The lines below that include "true" are to be found and copied.
(Listed records Opens)
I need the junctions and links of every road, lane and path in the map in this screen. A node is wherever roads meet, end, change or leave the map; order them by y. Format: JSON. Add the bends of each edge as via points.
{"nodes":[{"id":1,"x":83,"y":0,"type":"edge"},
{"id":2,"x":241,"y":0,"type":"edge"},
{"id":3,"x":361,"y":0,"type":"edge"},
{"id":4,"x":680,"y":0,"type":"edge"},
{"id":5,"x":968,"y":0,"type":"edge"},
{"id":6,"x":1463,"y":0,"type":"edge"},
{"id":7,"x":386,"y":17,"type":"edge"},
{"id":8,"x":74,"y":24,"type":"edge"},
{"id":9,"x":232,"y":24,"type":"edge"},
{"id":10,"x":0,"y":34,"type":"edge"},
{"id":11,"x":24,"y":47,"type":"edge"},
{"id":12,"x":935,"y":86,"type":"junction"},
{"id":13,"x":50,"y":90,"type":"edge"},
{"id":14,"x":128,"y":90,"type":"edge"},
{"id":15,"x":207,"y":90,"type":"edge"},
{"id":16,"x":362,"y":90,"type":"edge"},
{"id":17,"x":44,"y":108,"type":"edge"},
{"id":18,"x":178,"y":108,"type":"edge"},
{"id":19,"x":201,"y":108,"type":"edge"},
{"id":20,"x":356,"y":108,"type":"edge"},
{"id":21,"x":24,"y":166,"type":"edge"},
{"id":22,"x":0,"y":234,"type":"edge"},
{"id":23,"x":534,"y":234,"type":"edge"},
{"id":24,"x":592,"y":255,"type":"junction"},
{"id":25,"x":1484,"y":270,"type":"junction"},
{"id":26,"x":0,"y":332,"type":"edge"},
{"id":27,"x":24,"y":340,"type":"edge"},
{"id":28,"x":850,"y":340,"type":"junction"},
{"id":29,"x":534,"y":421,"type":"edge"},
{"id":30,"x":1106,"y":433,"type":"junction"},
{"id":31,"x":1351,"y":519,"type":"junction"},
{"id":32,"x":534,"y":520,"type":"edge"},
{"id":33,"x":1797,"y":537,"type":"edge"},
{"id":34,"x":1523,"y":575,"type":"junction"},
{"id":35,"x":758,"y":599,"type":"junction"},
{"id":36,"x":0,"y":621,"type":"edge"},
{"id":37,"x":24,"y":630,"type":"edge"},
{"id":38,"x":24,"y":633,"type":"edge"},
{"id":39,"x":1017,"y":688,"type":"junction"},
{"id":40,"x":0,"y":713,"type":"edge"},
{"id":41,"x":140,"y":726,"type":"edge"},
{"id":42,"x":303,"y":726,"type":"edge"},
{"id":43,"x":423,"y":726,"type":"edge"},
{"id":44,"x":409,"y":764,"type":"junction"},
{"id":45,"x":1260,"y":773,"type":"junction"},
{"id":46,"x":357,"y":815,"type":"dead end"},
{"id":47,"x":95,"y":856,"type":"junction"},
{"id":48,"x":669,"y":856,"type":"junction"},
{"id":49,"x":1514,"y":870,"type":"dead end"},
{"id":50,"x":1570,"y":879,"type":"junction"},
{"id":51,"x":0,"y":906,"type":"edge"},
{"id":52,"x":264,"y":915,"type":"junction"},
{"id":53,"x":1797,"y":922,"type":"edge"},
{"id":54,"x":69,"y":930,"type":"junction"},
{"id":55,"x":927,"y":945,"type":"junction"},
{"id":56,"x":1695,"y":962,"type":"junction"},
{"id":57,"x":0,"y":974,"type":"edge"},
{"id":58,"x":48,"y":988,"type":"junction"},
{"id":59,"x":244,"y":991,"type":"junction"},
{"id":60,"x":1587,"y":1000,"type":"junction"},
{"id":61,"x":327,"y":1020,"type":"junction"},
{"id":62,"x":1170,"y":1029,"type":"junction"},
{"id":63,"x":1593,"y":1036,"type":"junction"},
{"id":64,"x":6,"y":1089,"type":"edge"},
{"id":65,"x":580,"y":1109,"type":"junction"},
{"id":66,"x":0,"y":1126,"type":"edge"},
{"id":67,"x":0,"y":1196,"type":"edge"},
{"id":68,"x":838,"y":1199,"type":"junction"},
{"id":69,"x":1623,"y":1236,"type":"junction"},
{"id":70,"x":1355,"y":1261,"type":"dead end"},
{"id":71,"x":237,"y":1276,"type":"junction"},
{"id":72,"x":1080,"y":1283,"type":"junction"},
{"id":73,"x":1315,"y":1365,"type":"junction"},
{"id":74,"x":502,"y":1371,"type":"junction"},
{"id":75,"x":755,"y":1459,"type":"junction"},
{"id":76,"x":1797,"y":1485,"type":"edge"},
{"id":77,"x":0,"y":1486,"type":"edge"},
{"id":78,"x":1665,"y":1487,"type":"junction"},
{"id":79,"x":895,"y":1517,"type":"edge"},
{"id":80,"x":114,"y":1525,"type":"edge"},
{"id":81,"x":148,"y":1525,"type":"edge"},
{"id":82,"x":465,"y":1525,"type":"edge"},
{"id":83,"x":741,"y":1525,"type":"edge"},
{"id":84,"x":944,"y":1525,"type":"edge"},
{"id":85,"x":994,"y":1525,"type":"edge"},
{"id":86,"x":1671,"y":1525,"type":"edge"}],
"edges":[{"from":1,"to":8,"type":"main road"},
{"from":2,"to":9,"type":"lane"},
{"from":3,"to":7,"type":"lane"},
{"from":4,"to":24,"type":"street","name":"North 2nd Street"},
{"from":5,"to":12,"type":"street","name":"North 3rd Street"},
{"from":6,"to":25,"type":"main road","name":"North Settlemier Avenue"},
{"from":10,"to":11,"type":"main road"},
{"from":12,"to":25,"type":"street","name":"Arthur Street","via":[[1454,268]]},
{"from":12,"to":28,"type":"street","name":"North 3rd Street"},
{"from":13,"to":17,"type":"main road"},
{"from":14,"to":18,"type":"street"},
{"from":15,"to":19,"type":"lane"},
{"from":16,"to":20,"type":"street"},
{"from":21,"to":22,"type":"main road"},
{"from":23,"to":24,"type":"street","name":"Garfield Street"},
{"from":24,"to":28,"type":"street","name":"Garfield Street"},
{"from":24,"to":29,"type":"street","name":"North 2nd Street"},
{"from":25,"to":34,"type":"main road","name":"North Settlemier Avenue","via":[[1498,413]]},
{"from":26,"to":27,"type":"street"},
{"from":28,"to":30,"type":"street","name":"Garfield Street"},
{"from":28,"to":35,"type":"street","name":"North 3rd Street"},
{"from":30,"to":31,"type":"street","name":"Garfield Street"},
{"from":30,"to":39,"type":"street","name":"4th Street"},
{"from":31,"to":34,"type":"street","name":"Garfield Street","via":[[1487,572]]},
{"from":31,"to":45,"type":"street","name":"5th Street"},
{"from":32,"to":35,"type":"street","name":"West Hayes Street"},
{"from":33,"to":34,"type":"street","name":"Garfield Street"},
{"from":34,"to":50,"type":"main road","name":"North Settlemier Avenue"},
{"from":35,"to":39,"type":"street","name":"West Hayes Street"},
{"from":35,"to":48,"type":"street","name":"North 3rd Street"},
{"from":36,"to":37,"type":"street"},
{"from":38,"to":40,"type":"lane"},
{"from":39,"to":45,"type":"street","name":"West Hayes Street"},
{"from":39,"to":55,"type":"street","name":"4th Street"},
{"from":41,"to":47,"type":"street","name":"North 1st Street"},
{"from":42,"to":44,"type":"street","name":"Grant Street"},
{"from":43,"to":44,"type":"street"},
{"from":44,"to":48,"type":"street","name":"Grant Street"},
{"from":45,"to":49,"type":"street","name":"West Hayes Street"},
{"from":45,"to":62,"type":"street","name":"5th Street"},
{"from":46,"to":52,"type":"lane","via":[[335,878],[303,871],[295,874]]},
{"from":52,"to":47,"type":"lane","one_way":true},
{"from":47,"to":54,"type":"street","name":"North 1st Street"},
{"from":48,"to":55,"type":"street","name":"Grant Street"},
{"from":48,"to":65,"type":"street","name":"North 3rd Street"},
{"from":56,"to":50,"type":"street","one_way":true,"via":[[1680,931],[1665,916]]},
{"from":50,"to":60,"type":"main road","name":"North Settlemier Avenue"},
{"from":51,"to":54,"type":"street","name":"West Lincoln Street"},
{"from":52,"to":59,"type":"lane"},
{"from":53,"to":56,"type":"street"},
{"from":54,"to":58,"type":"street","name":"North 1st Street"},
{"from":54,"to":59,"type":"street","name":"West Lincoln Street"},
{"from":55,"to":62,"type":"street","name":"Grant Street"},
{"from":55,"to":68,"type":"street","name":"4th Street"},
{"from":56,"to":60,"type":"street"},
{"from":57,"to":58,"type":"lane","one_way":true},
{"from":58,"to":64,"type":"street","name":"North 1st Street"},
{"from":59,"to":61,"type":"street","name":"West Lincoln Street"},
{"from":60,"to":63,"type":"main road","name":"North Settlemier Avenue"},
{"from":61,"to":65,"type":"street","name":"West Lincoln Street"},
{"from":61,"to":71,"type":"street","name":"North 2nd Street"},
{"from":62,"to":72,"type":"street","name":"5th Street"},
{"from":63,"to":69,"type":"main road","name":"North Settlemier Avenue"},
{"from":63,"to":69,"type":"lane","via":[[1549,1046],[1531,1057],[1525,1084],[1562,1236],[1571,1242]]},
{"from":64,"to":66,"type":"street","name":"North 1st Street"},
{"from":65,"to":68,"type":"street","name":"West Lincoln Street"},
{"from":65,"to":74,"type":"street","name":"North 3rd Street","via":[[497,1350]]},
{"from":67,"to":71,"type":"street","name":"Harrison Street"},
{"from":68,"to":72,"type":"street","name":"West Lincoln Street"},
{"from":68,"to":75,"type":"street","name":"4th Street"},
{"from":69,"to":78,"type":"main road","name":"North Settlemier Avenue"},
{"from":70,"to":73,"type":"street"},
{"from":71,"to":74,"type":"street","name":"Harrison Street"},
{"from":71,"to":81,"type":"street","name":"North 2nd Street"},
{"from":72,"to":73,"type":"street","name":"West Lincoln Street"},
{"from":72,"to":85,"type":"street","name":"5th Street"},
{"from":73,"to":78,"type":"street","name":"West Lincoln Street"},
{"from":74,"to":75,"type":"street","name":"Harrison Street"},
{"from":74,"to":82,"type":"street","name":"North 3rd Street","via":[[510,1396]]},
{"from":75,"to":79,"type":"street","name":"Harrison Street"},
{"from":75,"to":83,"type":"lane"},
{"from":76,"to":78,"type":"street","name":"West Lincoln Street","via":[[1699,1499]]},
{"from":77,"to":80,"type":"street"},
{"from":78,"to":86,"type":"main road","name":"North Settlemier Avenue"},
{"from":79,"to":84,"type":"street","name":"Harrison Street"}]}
(Listed records Closes)
* _Answer_:
{"from":52,"to":47,"type":"lane","one_way":true},
{"from":56,"to":50,"type":"street","one_way":true,"via":[[1680,931],[1665,916]]},
{"from":57,"to":58,"type":"lane","one_way":true},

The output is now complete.